Le planning débute avec un vol prévu par la Nasa : fin 2018, la « super-fusée » SLS doit en effet réaliser son premier vol d’essai, le vol circumlunaire d’une capsule Orion inhabitée. Puis, selon Lockheed Martin, l’assemblage du « Base Camp » débuterait autour de la Lune, dès 2021. En 2023, il serait prêt pour que des expériences commencent à y être menées.

Depuis la Lune, direction Mars

En 2026, des équipements de surface destinés à devenir des soutiens de la future station seraient envoyés vers Mars ainsi qu’un premier « laboratoire spatial », et en 2028, le Base Camp quitterait l’orbite lunaire pour son voyage vers la planète rouge, avec deux capsules Orion accueillant (en tout) six astronautes à bord.

Une fois en orbite martienne et l’ajout des modules déjà sur place, ce serait donc une véritable station spatiale habitée qui serait installée là-bas, méritant bien son nom de « camp de base ». Les astronautes passeraient 10 à 11 mois à bord, réalisant des expériences, observant la surface, pilotant les drones, exploreraient Phobos et Deimos, les lunes martiennes…

Ils pourraient ainsi préparer l’arrivée du premier humain sur Mars, probablement au début des années 2030. Comme pour une station spatiale en orbite terrestre, les modules Orion feraient alors la navette entre la Terre et le Base Camp.

Le projet que la NASA ne pourrait pas réaliser ?

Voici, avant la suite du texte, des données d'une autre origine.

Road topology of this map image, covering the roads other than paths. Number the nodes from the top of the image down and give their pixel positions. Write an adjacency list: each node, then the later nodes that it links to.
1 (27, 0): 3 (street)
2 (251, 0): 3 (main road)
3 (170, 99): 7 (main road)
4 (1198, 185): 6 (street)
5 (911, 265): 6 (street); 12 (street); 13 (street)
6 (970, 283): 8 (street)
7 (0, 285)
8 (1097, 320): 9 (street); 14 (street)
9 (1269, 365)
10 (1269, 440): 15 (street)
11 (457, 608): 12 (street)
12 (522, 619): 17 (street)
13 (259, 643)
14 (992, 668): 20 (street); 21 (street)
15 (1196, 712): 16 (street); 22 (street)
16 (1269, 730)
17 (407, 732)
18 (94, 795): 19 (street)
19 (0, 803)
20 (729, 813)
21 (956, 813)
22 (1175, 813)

Si ce projet fait surface aujourd’hui, ce n’est probablement pas un hasard. La Nasa est en effet en difficulté sur son propre programme martien, remis en cause de manière assez énergique par le Congrès américain, qui doute de sa faisabilité, et dont certains membres souhaiteraient que l’on appuie sur l’accélérateur. Ce même Congrès qui a récemment attribué une enveloppe budgétaire spécifique à l’agence spatiale américaine pour qu’elle développe un module d’habitat pour les missions martiennes, qui compléterait le duo Orion-SLS.

Dans le même contexte, on ne peut oublier les annonces d’Elon Musk et de sa société SpaceX. Musk est désireux de coloniser Mars, il le dit depuis des années, et le mois dernier il a annoncé qu’une version robotisée de sa capsule Dragon (le concurrent d’Orion) serait envoyée sur Mars en 2018. Là aussi, la préparation d’une mission habitée qui pourrait griller la politesse à la Nasa.

L’agence spatiale américaine avait plutôt bien réagi à l’annonce de SpaceX, se déclarant prête à collaborer. Après tout, la conquête de Mars sera un travail d’équipe, et il y a de la place à la fois pour la Nasa, pour SpaceX… et pour Lockheed Martin. Mais qui sera le leader ? Musk a déjà commencé à abattre ses cartes. Aujourd’hui, Lockheed Martin se positionne, en proposant son projet « Base Camp » à la Nasa… et probablement, à travers elle, au Congrès des Etats-Unis.

Quel budget ?

On s’en doute bien, il va falloir trouver l’argent pour mener à bien ces missions, et pour l’instant, tout le monde évite soigneusement de parler budget de manière précise. Mais les Etats-Unis semblent décidés à soutenir une mission martienne… et si la position de leur agence spatiale semble aujourd’hui fragilisée devant le congrès conservateur, cela pourrait être à l’avantage de projets comme celui présenté par Lockheed Martin, par ailleurs gros fournisseur de l’administration (et de la défense) américaine. Reste à savoir ce que décidera le futur Congrès, issu des élections de la fin 2016.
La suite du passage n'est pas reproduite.